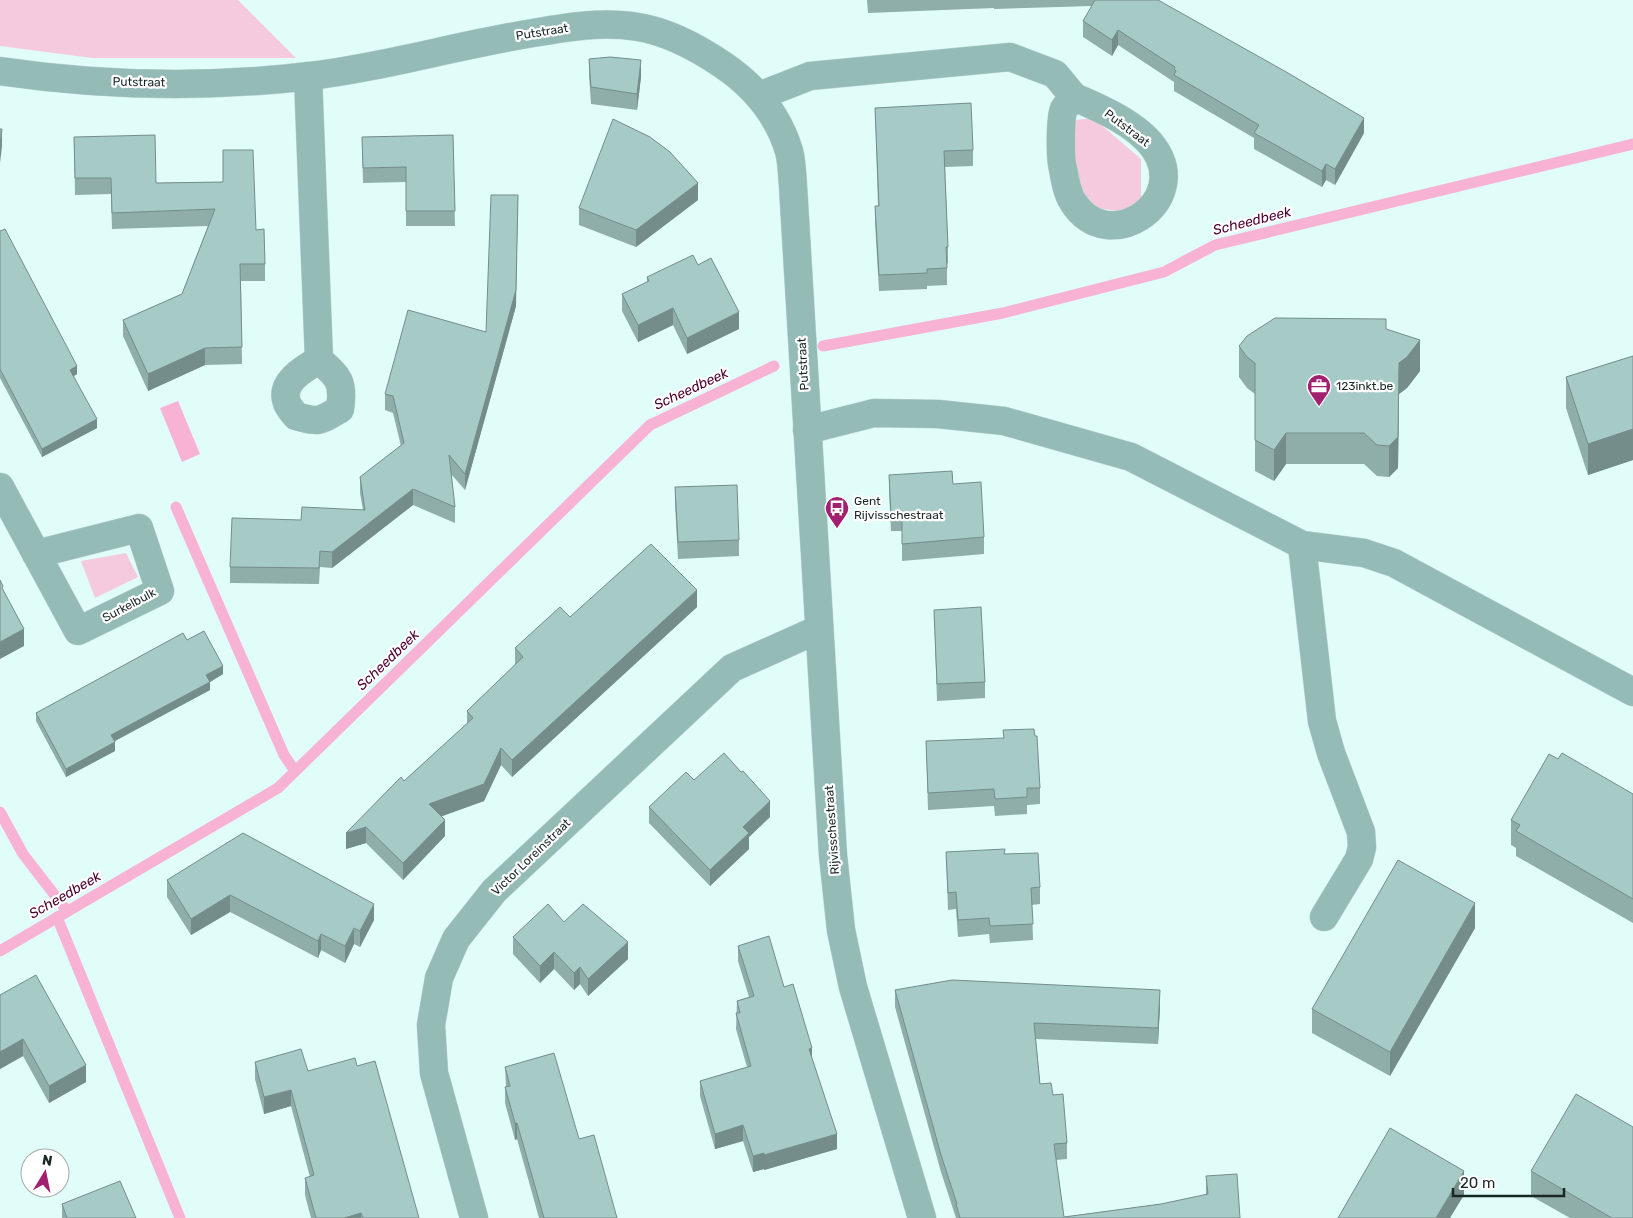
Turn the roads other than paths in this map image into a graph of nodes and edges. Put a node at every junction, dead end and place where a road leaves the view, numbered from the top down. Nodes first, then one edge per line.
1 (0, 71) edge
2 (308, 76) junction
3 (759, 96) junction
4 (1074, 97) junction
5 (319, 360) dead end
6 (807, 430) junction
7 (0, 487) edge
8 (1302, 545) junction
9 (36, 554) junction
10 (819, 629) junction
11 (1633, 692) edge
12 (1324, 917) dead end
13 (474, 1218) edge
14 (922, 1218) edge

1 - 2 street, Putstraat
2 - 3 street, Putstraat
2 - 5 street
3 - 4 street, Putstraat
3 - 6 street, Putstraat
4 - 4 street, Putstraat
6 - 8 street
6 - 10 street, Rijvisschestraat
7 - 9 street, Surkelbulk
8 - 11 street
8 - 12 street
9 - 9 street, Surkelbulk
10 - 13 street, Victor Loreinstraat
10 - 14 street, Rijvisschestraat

+++

Exercise goal: Retype the listing verbatim, minus every image.

Solution below:
Turn the roads other than paths in this map image into a graph of nodes and edges. Put a node at every junction, dead end and place where a road leaves the view, numbered from the top down. Nodes first, then one edge per line.
1 (0, 71) edge
2 (308, 76) junction
3 (759, 96) junction
4 (1074, 97) junction
5 (319, 360) dead end
6 (807, 430) junction
7 (0, 487) edge
8 (1302, 545) junction
9 (36, 554) junction
10 (819, 629) junction
11 (1633, 692) edge
12 (1324, 917) dead end
13 (474, 1218) edge
14 (922, 1218) edge

1 - 2 street, Putstraat
2 - 3 street, Putstraat
2 - 5 street
3 - 4 street, Putstraat
3 - 6 street, Putstraat
4 - 4 street, Putstraat
6 - 8 street
6 - 10 street, Rijvisschestraat
7 - 9 street, Surkelbulk
8 - 11 street
8 - 12 street
9 - 9 street, Surkelbulk
10 - 13 street, Victor Loreinstraat
10 - 14 street, Rijvisschestraat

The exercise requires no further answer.